Nicotine Potentially Alters Endothelial Inflammation and Cell Adhesion via LGALS9

Abstract

Background: The endothelial cell layer is essential for the maintenance of various blood vessel functions. Major risk factors for endothelial dysfunction that contribute to aortic pathologies such as abdominal aortic aneurysm (AAA) and aortic dissection (AD) include smoking tobacco cigarettes and hypertension. This study explores the effects of nicotine (Nic) and angiotensin II (Ang II) on human aortic endothelial cells (HAoECs) at a transcriptional level. Methods: HAoECs were exposed to 100 nM Nic and/or 100 nM Ang II. RNA sequencing (RNA-Seq) was performed to identify regulated genes following exposure.
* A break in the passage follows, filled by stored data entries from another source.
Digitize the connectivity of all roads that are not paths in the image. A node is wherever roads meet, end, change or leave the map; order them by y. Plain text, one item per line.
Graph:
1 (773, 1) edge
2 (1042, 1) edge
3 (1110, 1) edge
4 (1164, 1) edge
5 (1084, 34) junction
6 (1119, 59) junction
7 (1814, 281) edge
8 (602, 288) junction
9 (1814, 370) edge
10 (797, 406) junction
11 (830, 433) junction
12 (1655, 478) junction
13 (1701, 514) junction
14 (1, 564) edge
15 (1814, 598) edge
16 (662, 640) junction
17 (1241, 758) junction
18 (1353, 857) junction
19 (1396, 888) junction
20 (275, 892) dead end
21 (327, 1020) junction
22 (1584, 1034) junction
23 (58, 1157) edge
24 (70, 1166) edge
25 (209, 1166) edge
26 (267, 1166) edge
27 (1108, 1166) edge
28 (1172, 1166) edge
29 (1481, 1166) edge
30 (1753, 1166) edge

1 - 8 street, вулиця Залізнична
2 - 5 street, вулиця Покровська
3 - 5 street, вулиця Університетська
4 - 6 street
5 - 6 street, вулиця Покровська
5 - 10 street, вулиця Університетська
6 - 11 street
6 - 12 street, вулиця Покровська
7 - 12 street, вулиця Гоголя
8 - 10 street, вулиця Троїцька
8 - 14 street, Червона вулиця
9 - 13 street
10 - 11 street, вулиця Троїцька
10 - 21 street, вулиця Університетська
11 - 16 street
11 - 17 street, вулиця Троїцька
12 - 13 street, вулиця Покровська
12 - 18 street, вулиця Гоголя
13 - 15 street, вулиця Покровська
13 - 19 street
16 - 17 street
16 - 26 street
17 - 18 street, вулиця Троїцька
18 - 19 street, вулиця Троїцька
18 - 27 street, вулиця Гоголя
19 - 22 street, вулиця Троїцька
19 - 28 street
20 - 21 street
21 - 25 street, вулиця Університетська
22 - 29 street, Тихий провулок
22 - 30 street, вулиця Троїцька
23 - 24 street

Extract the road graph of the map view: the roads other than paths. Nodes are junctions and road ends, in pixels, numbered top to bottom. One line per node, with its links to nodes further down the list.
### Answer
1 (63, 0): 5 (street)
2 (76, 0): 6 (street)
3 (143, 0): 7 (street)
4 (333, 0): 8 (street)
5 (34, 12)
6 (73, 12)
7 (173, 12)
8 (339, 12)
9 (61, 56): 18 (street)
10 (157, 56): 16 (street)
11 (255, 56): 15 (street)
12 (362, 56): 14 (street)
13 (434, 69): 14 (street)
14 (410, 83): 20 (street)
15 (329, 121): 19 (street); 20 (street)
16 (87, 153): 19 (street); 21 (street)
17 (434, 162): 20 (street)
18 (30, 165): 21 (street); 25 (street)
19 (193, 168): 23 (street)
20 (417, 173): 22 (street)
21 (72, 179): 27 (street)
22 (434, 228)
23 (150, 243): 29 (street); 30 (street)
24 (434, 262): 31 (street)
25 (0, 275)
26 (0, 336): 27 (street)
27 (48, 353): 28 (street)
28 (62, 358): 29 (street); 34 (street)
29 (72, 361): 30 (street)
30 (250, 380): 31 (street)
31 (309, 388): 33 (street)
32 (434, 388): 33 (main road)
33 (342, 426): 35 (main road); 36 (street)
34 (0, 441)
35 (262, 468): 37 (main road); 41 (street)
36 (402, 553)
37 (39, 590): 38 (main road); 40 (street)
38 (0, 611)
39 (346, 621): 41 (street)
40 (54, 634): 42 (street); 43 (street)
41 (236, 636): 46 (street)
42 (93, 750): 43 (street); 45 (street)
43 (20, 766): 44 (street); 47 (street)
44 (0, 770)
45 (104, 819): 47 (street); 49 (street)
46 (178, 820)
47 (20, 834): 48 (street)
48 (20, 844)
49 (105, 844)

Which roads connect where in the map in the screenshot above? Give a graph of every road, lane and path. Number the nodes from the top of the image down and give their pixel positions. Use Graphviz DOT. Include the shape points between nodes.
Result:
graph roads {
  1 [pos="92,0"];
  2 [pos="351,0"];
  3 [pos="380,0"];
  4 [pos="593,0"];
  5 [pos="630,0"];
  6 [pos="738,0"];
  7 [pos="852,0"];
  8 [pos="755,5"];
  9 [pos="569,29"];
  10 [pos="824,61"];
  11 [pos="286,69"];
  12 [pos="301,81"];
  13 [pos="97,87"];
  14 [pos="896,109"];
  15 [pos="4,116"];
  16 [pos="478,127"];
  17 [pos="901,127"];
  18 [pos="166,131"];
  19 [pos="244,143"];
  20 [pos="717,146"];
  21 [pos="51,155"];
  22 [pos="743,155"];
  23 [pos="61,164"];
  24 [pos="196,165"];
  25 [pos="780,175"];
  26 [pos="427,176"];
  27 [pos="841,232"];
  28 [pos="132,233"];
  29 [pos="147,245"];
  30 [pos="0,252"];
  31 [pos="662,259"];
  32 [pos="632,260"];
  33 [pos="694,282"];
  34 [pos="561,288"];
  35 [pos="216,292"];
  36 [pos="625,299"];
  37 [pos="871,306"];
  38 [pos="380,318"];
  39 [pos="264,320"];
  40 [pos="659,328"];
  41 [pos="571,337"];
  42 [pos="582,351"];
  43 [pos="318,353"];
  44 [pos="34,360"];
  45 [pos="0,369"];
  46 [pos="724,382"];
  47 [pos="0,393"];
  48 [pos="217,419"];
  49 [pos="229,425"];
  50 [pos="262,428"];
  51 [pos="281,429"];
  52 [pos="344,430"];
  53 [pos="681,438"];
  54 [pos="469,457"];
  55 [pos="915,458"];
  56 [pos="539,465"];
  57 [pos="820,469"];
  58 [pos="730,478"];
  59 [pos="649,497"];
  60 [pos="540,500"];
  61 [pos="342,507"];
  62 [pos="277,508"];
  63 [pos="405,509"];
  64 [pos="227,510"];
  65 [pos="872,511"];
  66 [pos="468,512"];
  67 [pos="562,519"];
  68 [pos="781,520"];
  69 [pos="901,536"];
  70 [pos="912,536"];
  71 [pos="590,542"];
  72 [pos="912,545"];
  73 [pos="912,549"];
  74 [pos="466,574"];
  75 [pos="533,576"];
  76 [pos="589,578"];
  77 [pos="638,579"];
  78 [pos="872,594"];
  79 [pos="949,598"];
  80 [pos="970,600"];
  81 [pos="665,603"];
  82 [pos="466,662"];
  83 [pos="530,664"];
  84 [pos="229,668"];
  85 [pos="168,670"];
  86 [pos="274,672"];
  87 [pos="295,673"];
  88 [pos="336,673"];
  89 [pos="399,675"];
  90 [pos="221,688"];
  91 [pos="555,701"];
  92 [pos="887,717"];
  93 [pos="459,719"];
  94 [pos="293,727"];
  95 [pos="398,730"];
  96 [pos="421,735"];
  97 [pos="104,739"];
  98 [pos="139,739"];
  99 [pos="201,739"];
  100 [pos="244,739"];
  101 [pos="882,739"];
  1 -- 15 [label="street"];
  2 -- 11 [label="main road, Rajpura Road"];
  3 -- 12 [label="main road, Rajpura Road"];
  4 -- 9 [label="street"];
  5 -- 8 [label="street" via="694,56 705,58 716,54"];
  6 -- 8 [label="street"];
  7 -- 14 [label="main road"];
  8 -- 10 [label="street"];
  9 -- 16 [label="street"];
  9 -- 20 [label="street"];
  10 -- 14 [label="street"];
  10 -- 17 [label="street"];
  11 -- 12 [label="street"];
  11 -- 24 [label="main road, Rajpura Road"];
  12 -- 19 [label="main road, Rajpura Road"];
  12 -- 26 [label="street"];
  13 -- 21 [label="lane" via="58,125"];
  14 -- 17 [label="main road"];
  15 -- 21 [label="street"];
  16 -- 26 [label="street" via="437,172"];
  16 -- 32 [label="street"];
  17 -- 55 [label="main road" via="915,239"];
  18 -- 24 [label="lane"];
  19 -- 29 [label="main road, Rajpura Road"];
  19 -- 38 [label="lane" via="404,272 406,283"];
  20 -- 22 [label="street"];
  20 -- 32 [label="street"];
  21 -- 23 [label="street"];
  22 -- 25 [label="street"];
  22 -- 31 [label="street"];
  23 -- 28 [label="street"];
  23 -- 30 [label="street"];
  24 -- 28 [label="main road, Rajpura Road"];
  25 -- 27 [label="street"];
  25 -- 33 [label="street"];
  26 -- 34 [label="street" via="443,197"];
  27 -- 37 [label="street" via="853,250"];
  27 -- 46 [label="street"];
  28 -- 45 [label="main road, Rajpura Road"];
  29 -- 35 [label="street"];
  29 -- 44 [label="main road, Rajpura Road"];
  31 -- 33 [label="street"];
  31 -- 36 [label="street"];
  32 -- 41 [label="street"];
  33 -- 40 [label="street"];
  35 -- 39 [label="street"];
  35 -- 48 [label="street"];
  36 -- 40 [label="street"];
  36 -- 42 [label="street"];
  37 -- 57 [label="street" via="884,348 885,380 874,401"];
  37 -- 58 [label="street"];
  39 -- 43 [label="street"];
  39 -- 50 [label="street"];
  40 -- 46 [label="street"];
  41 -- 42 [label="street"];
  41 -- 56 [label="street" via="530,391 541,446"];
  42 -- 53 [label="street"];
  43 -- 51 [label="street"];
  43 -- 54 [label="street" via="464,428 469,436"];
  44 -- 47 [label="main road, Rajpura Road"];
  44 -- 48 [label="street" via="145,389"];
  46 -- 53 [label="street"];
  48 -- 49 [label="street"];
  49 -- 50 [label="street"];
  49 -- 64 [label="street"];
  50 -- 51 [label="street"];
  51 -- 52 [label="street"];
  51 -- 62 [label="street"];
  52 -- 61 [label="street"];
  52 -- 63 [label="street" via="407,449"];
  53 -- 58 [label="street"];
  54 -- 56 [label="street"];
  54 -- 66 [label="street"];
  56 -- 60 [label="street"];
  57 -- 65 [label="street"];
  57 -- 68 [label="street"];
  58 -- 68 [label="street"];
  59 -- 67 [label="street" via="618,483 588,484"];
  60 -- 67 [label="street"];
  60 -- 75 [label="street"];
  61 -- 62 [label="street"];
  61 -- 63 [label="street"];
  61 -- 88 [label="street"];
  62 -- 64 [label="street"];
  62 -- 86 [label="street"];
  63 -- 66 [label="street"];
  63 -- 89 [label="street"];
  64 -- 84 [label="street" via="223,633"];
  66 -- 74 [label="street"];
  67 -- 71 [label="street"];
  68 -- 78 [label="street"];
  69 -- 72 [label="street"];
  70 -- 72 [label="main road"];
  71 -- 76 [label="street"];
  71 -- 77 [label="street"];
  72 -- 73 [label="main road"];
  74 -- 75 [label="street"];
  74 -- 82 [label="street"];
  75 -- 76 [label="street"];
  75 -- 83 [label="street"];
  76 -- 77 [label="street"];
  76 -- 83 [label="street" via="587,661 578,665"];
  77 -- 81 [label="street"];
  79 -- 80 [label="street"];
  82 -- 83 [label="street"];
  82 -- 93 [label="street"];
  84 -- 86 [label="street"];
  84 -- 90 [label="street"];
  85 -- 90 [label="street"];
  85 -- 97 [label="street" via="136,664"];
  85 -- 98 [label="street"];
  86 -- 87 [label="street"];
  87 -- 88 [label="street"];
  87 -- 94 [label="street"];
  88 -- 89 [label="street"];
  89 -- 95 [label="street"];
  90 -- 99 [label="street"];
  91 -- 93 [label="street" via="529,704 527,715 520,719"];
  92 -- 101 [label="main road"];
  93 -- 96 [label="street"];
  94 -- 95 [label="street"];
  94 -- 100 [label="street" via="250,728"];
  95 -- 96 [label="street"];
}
Results were validated applying RT-qPCR. GeneMANIA was used to perform in silico analysis aiming to identify potential downstream interacting genes in inflammatory, cell-adhesion, endothelial cell proliferation, and coagulation pathways. Results: RNA-Seq identified LGALS9 (Galectin-9) as being potentially regulated following Nic exposure, while subsequent RT-qPCR experiments confirmed the transcriptional regulation (p < 0.05). Subsequent in silico analysis identified potential candidate genes for interacting with LGALS9 in different gene sets. Of the top 100 genes potentially interacting with LGALS9, 18 were inflammatory response genes, 28 were involved in cell adhesion, 2 in cell proliferation, and 6 in coagulation. Conclusion: Nic exposure of HAoECs causes a significant increase in LGALS9 at a transcriptional level. LGALS9 itself may serve as key regulator for essential endothelial cell processes via interfering with various signaling pathways and may thus represent a potentially novel target in the pathogenesis of aortic pathologies.